About
Skincare safety you can actually check
Caredermis reads the ingredient list on a skincare product and tells you, in plain English, what's worth knowing — the allergens, irritants, hormone-disruptor concerns and cancer-research classifications — and who should take extra care. Every claim traces back to a named authority, so you don't have to take our word for it.
- 3,700+
- product reports
- 229+
- reviewed ingredient profiles
- 10
- official data sources
- $0
- cost — no sign-up, ever
Why we built it
Most “is this toxic?” tools fall into one of two traps: they either wave everything through, or they slap a scary label on ordinary ingredients to get a reaction. Neither helps you make a real decision. We wanted something a careful person could trust — a report that's honest when there's nothing to worry about, specific when there is, and transparent about where every judgment comes from.
So we built Caredermis on published safety data rather than opinions, and made a point of showing our work: a full methodology page explains exactly how a score is calculated and which source flagged what.
Where the data comes from
Ingredient assessments are built by ingesting official datasets — not hand-typed, and never invented by us. Among them:
- EU CosIng — the European Commission cosmetics inventory (Annexes II–VI: prohibited, restricted, colorants, preservatives, UV filters)

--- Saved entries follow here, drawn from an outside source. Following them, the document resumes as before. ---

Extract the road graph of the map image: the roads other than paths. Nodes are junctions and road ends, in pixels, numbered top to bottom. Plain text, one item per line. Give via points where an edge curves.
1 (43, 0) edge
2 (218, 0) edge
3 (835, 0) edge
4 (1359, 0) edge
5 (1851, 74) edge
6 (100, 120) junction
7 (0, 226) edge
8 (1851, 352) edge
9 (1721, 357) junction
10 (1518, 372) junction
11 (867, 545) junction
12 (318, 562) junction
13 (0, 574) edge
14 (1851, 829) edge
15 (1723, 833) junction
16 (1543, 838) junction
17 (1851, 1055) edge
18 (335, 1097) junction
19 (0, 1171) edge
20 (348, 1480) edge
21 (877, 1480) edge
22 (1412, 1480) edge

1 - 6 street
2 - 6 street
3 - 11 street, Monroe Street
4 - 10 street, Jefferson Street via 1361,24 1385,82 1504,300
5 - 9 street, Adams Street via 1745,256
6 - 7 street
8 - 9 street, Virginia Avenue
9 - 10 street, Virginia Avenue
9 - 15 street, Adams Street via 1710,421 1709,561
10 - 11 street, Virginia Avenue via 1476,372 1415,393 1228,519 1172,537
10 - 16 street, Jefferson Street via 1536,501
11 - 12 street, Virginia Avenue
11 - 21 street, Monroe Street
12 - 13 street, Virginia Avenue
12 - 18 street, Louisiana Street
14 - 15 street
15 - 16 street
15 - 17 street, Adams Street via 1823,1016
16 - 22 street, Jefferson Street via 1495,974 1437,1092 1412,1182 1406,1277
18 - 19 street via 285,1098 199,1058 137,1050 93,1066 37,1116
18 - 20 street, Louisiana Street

- IARC — the WHO cancer-research agency's carcinogen classifications
- ECHA CLP — the EU's harmonised CMR and skin-sensitiser classifications
- CIR — the industry Cosmetic Ingredient Review expert panel conclusions
- SCCS — the EU Scientific Committee on Consumer Safety opinions
- US FDA — prohibited & restricted cosmetic ingredients
- NTP — the US National Toxicology Program Report on Carcinogens
- California Prop 65 — the OEHHA list of chemicals known to the state
Product labels come from Open Beauty Facts, an open community database — formulations change, so we always ask you to verify against your own packaging.
Our promises
No sign-up, no selling your data.
You can check a product without an account, and we don't build a profile on you to sell.
Sourced, not sensational.
If an authority hasn't flagged something, we say so plainly instead of inventing a risk.
Not medical advice.
We summarize published findings about ingredients — not clinical testing of a specific product. For medical concerns, see a dermatologist.
A note from us
Caredermis started with a simple frustration: reading a label and having no idea which words mattered. We think everyone deserves a straight answer, sourced and free. If it helps you make one better choice at the shelf, it's doing its job.